As empresas agrícolas argumentam que estão trazendo investimentos para uma região empobrecida, e muitas consideram o crescimento do setor um sucesso.
Mas, para Juntos pelo Sudoeste, o modelo econômico de estufas intensivas depende da exploração da mão de obra migrante e do ambiente natural.
As estufas dependem principalmente de materiais importados – desde plantas patenteadas, estruturas metálicas e coberturas plásticas até agroquímicos – bem como milhares de sobrecarregado e mal pago trabalhadores migrantes que vêm principalmente do sul da Ásia para colher frutas muito delicadas para a colheita mecanizada.
“Não beneficia as comunidades locais, está esgotando a água e o solo para enriquecer apenas alguns”, disse Cunha à Al Jazeera.
”O principal problema é que o Estado tolera isso e continua a favorecer o agronegócio”, diz Cunha.
Em 2017, o primeiro-ministro de Portugal, António Costa, visitou estufas em Odemira que produzem framboesas para a Driscoll's, elogiando o investimento estrangeiro na região.
”Essas empresas multinacionais têm uma mentalidade extrativista, estão aqui para tirar o máximo proveito dos recursos locais e depois ir embora”, diz Diogo Coutinho, que fundou a organização SOS Rio Mira para defender a proteção e gestão sustentável dos recursos hídricos locais .
A água é uma questão-chave, pois Portugal e Espanha sofrem o clima mais seco há pelo menos 1,200 anos, com ondas de calor e secas prolongadas se tornando cada vez mais comuns.
Relatórios alertam que a região corre o risco de se tornar um deserto antes do final do século.
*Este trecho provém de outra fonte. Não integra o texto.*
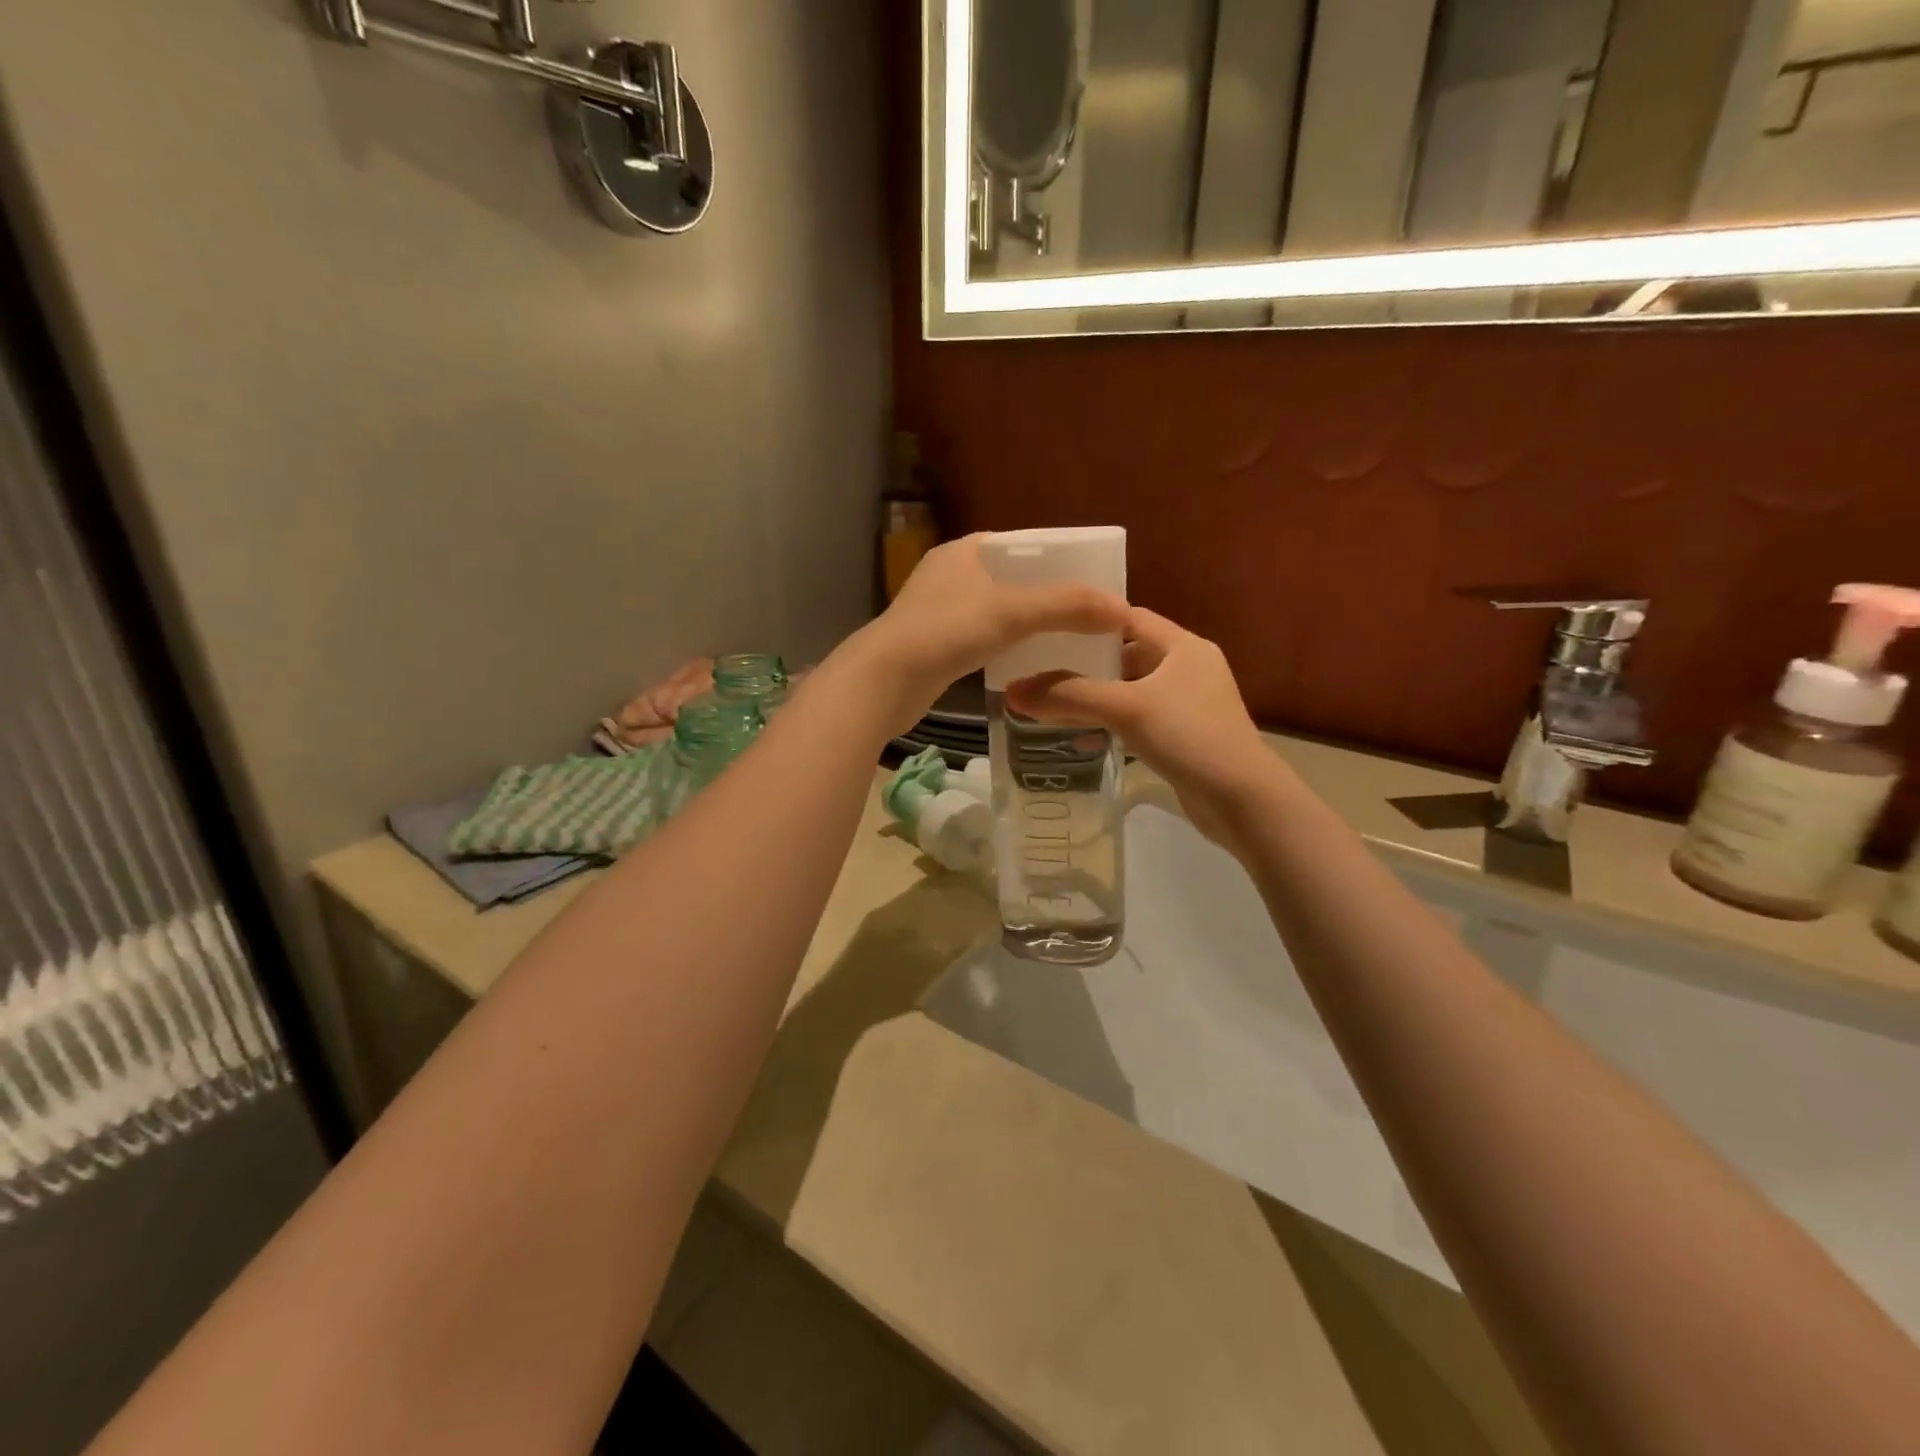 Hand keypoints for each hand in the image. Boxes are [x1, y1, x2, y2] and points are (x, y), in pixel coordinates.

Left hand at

Mas as demandas por água na região continuam a aumentar.
”Há menos água porque chove menos. Com o desmatamento os solos ficam empobrecidos e há menos retenção de água. Mas o consumo de água está aumentando porque a agricultura intensiva continua crescendo”, diz Coutinho, que mora bem ao lado da barragem de Santa Clara e já viu alguns de seus vizinhos ficarem sem água.
Os níveis de água na barragem caíram de 96% em julho de 2010 para alarmantes 36% este ano.
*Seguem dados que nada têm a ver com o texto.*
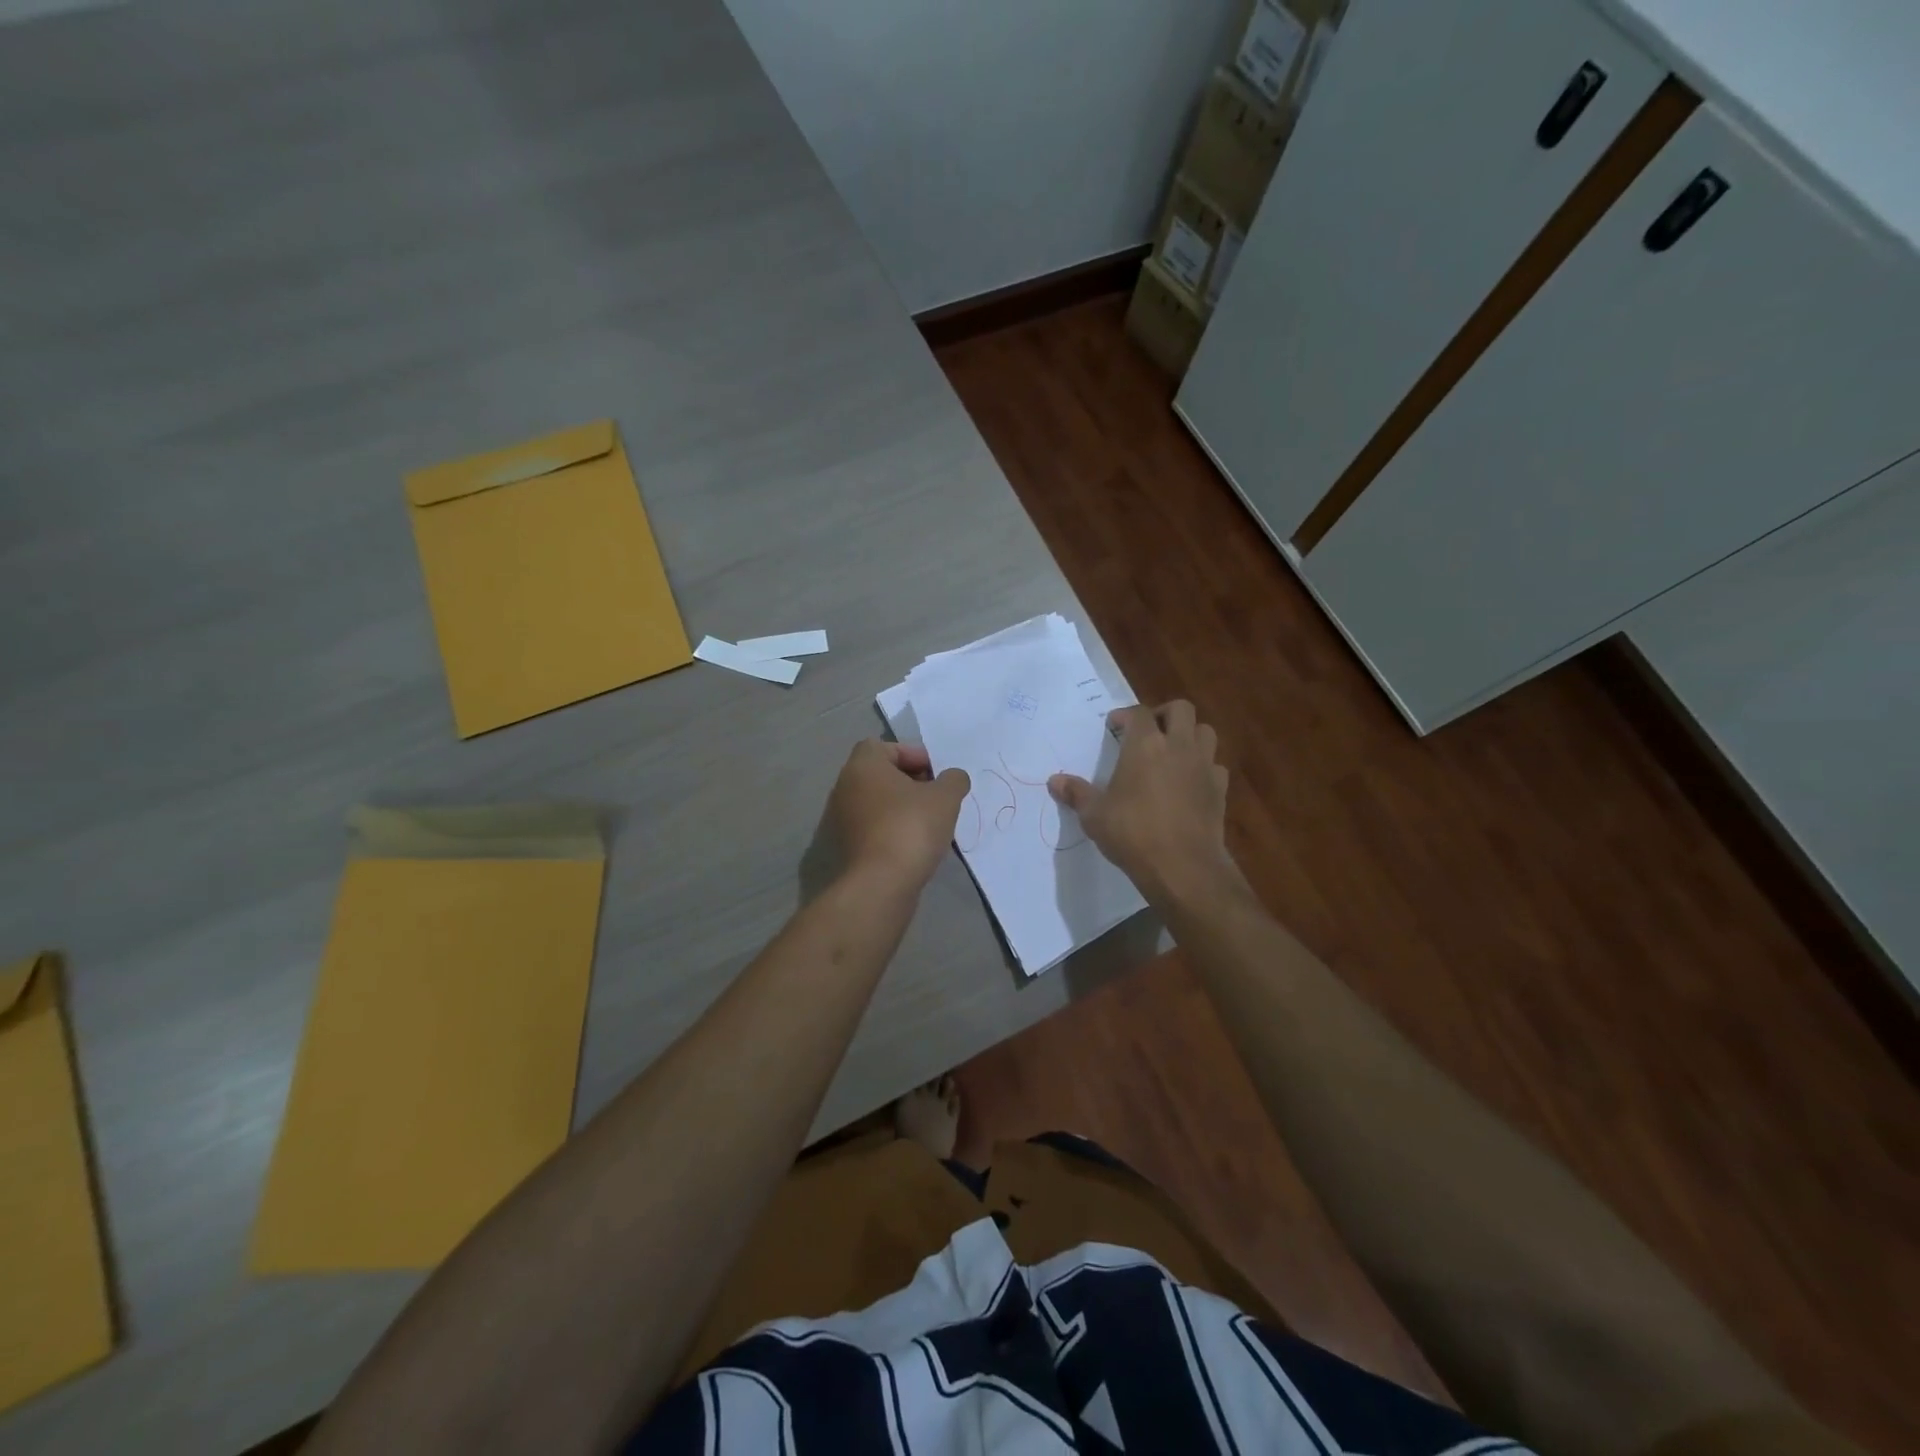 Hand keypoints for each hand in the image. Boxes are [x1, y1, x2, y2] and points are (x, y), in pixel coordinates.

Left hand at [827, 740, 970, 894]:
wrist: (880, 884)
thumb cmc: (911, 827)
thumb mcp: (945, 797)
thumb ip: (953, 780)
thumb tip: (953, 778)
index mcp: (862, 765)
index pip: (886, 747)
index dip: (914, 755)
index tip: (937, 774)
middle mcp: (845, 787)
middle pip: (881, 775)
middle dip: (911, 782)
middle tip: (937, 797)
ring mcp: (840, 819)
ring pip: (877, 803)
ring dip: (902, 807)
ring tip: (930, 822)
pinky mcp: (845, 847)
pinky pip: (873, 827)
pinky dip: (892, 829)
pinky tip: (915, 844)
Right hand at [1048, 700, 1237, 905]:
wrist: (1183, 866)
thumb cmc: (1132, 833)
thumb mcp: (1094, 815)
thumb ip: (1076, 793)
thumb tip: (1054, 781)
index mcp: (1145, 744)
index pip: (1138, 713)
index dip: (1125, 716)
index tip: (1114, 726)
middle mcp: (1178, 746)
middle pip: (1181, 709)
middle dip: (1164, 714)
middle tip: (1148, 732)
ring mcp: (1203, 766)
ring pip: (1205, 731)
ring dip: (1190, 735)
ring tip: (1172, 752)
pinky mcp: (1220, 789)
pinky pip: (1215, 765)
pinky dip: (1204, 767)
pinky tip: (1190, 782)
Segundo Coutinho e outros moradores e ativistas, o problema é a distribuição injusta de recursos hídricos cada vez mais escassos, já que a associação que controla o abastecimento da barragem é gerida por empresas agrícolas que consomem cerca de 90 por cento da água.
António Rosa, um agricultor que cultiva amendoim e batata-doce num pequeno terreno, foi um dos mais de 100 residentes locais que receberam uma carta da associação de gestão da água avisando-os de que deixariam de receber água da albufeira e têm de encontrar uma fonte de irrigação alternativa.
”O acesso à água nos é negado para que ela possa continuar abastecendo as multinacionais aqui”, diz Rosa.
“A barragem foi construída com fundos públicos, mas é gerida de forma privada. Foi construído para abastecer os agricultores apenas nos meses mais secos, mas essas empresas precisam de irrigação o ano todo. Seu modelo intensivo não é sustentável, está completamente desconectado do território e das condições locais”, afirma.
Para ele, a solução é voltar às raízes da região.
“Costumávamos cultivar culturas adaptadas a terras secas. Tínhamos soberania alimentar e conhecimento local sobre como lidar com a seca e viver de forma sustentável”, diz. “Só precisamos valorizá-lo novamente.”